(Data records Opens)
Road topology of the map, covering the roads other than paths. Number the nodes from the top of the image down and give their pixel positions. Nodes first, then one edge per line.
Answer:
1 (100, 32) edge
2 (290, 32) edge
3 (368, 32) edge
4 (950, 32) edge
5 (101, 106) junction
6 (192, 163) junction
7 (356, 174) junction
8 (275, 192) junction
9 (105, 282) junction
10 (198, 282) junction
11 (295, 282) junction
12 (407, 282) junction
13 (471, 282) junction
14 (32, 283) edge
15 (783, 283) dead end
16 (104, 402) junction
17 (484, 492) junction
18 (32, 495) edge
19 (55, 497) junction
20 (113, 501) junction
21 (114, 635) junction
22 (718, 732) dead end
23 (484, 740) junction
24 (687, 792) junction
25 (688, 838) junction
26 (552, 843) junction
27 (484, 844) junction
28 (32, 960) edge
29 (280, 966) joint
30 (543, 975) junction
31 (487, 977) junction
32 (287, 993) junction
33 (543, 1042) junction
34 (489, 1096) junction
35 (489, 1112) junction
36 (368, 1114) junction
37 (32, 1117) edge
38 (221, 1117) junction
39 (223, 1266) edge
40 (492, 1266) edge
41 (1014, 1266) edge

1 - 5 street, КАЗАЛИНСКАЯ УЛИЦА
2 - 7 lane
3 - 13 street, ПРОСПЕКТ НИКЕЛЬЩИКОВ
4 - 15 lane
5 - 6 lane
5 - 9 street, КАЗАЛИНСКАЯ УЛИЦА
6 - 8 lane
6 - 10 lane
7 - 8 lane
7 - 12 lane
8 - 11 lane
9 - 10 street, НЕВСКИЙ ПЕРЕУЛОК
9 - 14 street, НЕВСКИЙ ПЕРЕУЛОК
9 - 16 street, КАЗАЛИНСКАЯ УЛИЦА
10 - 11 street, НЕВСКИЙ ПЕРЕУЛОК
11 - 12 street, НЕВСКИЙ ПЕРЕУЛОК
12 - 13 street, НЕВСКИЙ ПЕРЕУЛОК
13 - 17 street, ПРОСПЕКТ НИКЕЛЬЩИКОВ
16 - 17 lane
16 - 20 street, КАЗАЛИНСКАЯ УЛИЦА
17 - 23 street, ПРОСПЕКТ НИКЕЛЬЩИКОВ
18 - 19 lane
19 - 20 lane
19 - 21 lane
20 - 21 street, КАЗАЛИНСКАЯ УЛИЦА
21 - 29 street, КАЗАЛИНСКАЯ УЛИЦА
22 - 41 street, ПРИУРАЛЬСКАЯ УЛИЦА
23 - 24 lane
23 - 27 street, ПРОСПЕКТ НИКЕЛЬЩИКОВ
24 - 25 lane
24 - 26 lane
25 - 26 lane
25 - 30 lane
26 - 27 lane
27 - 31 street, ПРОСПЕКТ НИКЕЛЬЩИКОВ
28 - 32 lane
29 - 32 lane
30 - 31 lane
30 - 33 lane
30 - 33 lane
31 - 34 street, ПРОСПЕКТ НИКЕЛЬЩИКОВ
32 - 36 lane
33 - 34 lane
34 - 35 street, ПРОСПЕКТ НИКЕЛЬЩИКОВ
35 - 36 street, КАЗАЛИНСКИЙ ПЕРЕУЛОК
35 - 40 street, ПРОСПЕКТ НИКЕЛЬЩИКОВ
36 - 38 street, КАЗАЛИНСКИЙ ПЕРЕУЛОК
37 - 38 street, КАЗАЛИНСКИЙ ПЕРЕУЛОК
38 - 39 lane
(Data records Closes)
(Data records Opens)
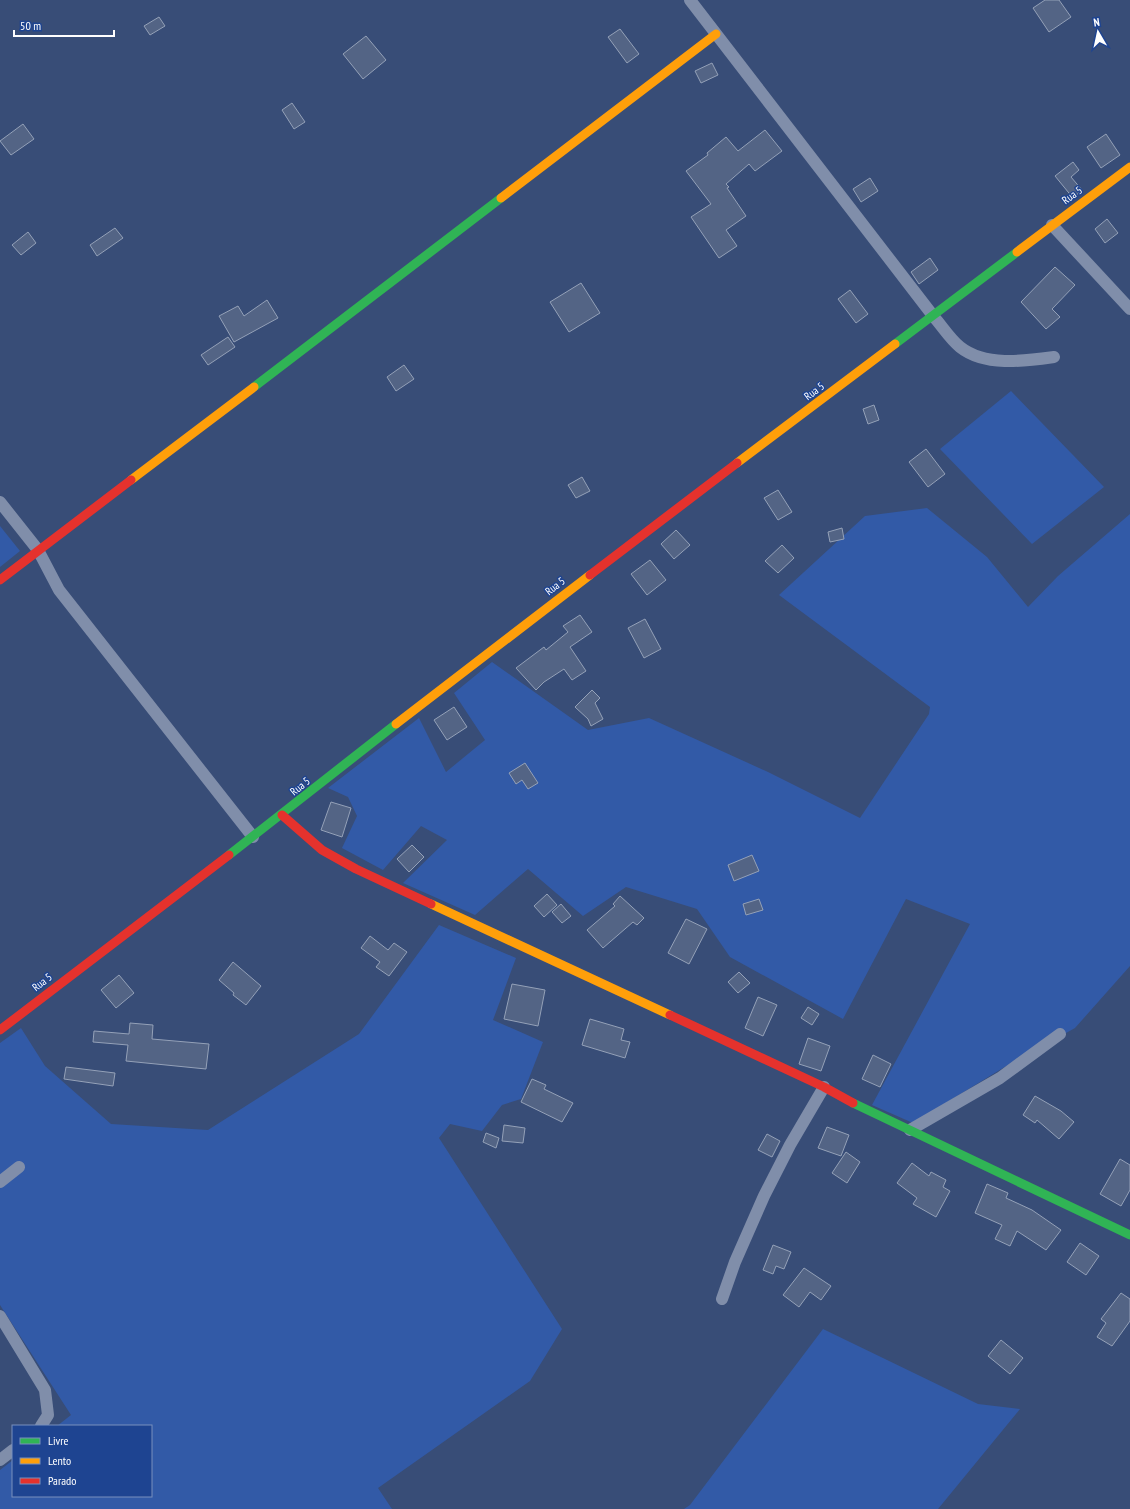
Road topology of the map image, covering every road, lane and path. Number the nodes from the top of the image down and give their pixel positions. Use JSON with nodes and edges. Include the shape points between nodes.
(Data records Closes)
What to work on:
The lines above that include "pixel" should each be listed.

Exercise result:
Road topology of the map, covering the roads other than paths. Number the nodes from the top of the image down and give their pixel positions. Nodes first, then one edge per line.
Road topology of the map image, covering every road, lane and path. Number the nodes from the top of the image down and give their pixel positions. Use JSON with nodes and edges. Include the shape points between nodes.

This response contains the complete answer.